Clare was reported as being "full of many strange delusions". He believed himself to be a prize fighter and that he had two wives, Patty and Mary. He started to claim he was Lord Byron. Allen wrote about Clare to The Times in 1840:

It is most singular that ever since he came... the moment he gets pen or pencil in hand he begins to write most poetical effusions. Yet he has never been able to obtain in conversation, nor even in writing prose, the appearance of sanity for two minutes or two lines together, and yet there is no indication of insanity in any of his poetry.[9]

Religion

Clare was an Anglican.[10][11] Whatever he may have felt about liturgy and ministry, and however critical an eye he may have cast on parish life, Clare retained and replicated his father's loyalty to the Church of England.[12] He dodged services in his youth and dawdled in the fields during the hours of worship, but he derived much help in later years from members of the clergy.
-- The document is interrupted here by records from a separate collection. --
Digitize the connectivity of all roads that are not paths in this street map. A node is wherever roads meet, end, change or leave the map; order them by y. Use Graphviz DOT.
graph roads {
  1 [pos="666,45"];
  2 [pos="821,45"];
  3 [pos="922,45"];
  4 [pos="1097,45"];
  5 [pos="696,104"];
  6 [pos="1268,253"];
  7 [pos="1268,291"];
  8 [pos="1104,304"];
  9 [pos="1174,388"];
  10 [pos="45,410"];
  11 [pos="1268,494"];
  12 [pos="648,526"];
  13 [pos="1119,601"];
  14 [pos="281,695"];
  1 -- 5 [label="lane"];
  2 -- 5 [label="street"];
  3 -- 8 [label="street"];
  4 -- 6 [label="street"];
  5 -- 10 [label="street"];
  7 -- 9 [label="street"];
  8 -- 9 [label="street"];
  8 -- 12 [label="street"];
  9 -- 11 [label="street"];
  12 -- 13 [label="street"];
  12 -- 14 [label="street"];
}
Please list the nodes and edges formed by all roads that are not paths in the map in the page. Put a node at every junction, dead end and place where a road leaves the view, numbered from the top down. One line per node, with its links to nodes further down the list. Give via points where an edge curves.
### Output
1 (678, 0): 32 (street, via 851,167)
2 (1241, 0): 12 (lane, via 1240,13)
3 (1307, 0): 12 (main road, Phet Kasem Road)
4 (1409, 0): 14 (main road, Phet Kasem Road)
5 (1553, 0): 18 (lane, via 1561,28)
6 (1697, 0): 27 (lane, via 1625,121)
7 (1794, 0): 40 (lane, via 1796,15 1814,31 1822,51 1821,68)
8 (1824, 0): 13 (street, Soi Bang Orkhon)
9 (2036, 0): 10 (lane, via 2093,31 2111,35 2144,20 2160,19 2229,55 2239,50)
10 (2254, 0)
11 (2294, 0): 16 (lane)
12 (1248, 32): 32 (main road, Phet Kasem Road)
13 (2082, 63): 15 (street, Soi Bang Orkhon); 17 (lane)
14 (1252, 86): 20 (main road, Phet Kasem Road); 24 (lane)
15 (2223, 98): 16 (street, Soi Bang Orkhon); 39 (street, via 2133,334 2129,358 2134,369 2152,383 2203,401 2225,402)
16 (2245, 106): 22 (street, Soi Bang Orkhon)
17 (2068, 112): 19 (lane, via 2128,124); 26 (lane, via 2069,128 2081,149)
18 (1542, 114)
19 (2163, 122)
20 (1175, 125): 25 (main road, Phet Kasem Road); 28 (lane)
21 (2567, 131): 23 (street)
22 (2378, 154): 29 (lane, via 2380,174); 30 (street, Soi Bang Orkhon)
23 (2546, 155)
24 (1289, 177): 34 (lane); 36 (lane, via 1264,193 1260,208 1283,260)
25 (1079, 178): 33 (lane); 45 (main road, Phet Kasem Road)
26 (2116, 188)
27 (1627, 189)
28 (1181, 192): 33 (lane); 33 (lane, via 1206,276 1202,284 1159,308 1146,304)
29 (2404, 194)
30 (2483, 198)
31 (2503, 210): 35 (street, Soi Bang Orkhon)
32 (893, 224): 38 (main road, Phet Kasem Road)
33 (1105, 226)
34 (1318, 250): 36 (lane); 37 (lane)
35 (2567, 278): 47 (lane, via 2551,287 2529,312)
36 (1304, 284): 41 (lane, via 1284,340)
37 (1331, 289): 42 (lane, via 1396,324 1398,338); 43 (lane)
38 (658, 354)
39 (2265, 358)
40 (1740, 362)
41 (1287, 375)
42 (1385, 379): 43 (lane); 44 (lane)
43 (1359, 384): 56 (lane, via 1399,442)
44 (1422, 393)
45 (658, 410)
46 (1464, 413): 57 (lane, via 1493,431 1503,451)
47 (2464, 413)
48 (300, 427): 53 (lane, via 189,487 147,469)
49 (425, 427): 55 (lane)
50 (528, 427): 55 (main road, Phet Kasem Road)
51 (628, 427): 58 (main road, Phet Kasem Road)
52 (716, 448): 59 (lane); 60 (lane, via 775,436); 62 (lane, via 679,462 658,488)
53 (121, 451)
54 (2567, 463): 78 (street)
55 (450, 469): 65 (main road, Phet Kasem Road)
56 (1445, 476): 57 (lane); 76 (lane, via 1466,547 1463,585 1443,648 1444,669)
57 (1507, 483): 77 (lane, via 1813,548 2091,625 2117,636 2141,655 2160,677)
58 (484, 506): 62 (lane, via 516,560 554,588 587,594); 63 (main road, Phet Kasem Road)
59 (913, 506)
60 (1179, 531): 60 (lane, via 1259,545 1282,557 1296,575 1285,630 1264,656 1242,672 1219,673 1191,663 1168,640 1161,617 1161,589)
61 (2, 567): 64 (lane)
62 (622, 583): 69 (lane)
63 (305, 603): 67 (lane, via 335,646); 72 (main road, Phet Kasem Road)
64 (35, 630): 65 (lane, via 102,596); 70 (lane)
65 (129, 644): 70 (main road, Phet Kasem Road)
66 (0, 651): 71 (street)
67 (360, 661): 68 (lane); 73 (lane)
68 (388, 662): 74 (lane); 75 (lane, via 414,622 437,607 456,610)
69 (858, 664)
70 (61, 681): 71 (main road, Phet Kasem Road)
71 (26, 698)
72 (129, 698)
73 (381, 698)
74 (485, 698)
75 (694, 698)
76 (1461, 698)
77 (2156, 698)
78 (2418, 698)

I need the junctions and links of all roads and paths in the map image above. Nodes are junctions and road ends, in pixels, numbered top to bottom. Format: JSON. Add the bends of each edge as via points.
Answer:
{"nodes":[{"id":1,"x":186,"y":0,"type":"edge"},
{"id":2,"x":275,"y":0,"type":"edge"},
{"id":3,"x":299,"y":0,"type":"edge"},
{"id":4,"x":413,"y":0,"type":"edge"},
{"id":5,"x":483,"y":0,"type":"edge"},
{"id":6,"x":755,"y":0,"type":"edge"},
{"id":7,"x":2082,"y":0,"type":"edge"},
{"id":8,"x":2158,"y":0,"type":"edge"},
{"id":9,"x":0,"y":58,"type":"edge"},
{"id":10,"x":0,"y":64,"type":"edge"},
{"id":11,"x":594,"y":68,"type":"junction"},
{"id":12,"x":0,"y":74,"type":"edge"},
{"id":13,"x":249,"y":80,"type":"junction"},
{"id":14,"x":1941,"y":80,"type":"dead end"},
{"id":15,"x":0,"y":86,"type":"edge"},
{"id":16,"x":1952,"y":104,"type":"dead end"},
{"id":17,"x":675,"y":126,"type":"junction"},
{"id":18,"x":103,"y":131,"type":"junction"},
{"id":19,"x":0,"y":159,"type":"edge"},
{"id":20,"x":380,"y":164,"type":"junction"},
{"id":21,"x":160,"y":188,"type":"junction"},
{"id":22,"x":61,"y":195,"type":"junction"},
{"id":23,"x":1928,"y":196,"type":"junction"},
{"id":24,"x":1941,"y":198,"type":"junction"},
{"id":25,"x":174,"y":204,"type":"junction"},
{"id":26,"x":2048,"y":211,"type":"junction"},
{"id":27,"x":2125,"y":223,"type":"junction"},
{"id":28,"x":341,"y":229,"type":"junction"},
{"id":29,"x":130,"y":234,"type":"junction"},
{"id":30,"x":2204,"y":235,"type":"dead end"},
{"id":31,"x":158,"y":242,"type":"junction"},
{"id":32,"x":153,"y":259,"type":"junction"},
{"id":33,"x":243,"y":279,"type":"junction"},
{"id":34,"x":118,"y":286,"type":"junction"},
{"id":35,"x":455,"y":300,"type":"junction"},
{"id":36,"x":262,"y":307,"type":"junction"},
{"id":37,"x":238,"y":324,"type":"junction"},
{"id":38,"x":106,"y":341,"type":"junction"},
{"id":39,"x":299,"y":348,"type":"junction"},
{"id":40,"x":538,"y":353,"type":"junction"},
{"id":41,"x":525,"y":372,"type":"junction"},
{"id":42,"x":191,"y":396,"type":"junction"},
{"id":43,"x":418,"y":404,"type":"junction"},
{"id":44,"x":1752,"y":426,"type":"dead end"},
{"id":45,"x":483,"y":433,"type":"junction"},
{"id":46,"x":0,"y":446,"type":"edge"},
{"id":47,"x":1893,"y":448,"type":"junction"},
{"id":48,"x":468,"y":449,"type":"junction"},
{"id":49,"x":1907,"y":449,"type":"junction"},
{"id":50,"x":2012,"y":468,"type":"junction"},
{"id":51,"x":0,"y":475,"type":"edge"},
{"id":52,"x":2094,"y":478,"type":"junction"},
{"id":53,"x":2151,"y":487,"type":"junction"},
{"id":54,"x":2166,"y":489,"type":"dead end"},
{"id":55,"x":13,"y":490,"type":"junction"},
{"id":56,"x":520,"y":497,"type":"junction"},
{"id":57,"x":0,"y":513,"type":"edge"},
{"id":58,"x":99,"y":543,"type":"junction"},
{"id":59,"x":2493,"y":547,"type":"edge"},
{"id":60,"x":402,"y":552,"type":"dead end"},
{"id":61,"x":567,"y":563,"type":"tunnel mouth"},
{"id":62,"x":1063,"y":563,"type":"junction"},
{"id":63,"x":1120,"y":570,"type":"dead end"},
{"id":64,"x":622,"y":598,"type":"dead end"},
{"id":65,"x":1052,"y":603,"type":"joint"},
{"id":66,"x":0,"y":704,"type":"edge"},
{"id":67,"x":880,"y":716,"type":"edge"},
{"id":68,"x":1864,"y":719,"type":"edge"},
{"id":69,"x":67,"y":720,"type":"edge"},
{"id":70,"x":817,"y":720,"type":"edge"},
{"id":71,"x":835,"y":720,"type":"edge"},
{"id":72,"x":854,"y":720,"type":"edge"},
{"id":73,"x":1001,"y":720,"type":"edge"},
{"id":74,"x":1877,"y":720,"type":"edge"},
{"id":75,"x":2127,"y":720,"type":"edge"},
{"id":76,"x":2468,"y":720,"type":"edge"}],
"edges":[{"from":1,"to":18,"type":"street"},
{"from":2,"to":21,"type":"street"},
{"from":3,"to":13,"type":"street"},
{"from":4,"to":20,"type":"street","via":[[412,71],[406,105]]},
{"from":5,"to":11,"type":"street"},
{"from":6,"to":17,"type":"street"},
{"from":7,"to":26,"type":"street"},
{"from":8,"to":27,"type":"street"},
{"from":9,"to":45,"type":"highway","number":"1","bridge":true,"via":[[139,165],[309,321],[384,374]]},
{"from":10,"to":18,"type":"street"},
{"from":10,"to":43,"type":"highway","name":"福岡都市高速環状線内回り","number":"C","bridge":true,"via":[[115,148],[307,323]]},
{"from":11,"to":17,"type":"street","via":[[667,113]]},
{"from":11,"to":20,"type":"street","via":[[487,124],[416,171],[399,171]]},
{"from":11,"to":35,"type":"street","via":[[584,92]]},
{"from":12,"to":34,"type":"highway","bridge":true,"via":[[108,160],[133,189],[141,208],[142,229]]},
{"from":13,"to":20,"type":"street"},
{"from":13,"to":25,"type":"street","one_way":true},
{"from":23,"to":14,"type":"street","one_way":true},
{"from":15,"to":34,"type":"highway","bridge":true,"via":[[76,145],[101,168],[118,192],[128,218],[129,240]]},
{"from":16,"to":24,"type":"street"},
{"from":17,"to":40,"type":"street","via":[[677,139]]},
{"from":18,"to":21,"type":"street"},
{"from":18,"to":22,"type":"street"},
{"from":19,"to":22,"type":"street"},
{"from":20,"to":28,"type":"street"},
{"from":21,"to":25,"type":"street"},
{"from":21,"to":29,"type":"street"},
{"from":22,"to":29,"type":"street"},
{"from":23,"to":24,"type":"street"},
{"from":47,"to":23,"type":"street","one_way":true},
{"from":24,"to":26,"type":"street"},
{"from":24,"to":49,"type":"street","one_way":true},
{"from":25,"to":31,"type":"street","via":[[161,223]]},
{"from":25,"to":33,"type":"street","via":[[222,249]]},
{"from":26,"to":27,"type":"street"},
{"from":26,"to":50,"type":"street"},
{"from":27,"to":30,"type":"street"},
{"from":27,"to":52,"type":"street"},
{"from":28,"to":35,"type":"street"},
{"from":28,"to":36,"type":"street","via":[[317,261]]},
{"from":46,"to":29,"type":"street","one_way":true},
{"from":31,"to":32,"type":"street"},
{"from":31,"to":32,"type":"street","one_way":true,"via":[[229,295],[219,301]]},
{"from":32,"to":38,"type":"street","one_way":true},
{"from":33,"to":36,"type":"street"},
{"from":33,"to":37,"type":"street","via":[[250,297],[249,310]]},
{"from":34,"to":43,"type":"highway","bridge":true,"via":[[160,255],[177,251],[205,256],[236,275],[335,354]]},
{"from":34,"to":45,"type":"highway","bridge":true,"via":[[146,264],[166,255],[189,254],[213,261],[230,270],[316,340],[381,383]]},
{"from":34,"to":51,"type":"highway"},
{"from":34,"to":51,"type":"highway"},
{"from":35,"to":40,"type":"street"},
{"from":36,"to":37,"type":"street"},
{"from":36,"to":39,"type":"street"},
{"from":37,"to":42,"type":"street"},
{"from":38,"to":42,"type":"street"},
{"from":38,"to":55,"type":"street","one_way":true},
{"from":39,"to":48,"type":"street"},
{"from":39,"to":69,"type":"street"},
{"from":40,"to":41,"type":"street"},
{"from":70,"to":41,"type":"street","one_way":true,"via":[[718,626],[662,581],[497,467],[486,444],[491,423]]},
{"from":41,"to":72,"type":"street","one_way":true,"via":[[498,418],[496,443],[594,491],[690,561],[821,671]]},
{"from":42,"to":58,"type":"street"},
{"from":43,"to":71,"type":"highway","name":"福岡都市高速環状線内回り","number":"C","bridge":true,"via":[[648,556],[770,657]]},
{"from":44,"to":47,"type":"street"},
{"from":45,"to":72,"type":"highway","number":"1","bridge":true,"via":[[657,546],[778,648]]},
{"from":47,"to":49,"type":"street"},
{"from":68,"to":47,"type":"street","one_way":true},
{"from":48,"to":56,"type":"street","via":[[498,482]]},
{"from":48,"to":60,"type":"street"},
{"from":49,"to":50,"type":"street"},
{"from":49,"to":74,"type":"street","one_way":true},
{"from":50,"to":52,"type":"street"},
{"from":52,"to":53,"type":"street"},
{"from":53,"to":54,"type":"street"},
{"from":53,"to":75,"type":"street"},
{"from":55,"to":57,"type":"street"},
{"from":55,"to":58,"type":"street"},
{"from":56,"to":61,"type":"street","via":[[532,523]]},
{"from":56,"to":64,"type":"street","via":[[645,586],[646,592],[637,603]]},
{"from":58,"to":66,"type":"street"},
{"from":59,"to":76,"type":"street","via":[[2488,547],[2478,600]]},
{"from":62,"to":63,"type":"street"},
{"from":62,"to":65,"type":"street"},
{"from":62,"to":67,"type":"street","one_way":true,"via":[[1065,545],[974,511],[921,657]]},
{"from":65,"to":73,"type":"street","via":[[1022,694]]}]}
He acknowledged that his father "was brought up in the communion of the Church of England, and I have found no cause to withdraw myself from it." If he found aspects of the established church uncongenial and awkward, he remained prepared to defend it: "Still I reverence the church and do from my soul as much as anyone curse the hand that's lifted to undermine its constitution."[13]

Much of Clare's imagery was drawn from the Old Testament (e.g. "The Peasant Poet"). However, Clare also honours the figure of Christ in poems such as "The Stranger".[14]

Later life

Clare's grave in Helpston churchyard

During his early asylum years in High Beach, Essex (1837–1841),[15] Clare re-wrote poems and sonnets by Lord Byron. Child Harold, his version of Byron's Childe Harold's Pilgrimage, became a lament for past lost love, and Don Juan, A Poem an acerbic, misogynistic, sexualised rant redolent of an ageing dandy. Clare also took credit for Shakespeare's plays, claiming to be him. "I'm John Clare now," the poet told a newspaper editor, "I was Byron and Shakespeare formerly."[16]

In July 1841, Clare absconded from the asylum in Essex and walked some 80 miles (130 km) home, believing he was to meet his first love Mary Joyce, to whom he was convinced he was married.[17] He did not believe her family when they told him she had died accidentally three years earlier in a house fire. He remained free, mostly at home in Northborough, for the five months following, but eventually Patty called the doctors.

Between Christmas and New Year, 1841, Clare was committed to Northampton General Lunatic Asylum (now St Andrew's Hospital).[18] On his arrival at the asylum, the accompanying doctor, Fenwick Skrimshire, having treated Clare since 1820,[19] completed the admission papers. Asked, "Was the insanity preceded by any severe or long-continued mental emotion or exertion?" Skrimshire entered: "After years of poetical prosing."[20]

His maintenance at the asylum was paid for by Earl Fitzwilliam, "but at the ordinary rate for poor people".[21] He remained there for the rest of his life under the humane regime of Thomas Octavius Prichard, who encouraged and helped him to write. Here he wrote possibly his most famous poem, "I Am".[22] It was in this later poetry that Clare "developed a very distinctive voice, an unmistakable intensity and vibrance, such as the later pictures of Van Gogh" possessed.[1]

John Clare died of a stroke on 20 May 1864, in his 71st year.[21] His remains were returned to Helpston for burial in St Botolph's churchyard, where he had expressed a wish to be buried.[21]

Remembrance

On Clare's birthday, children at the John Clare School, Helpston's primary, parade through the village and place their "midsummer cushions" around his gravestone, which bears the inscriptions "To the Memory of John Clare The Northamptonshire Peasant Poet" and "A Poet is Born not Made".[23]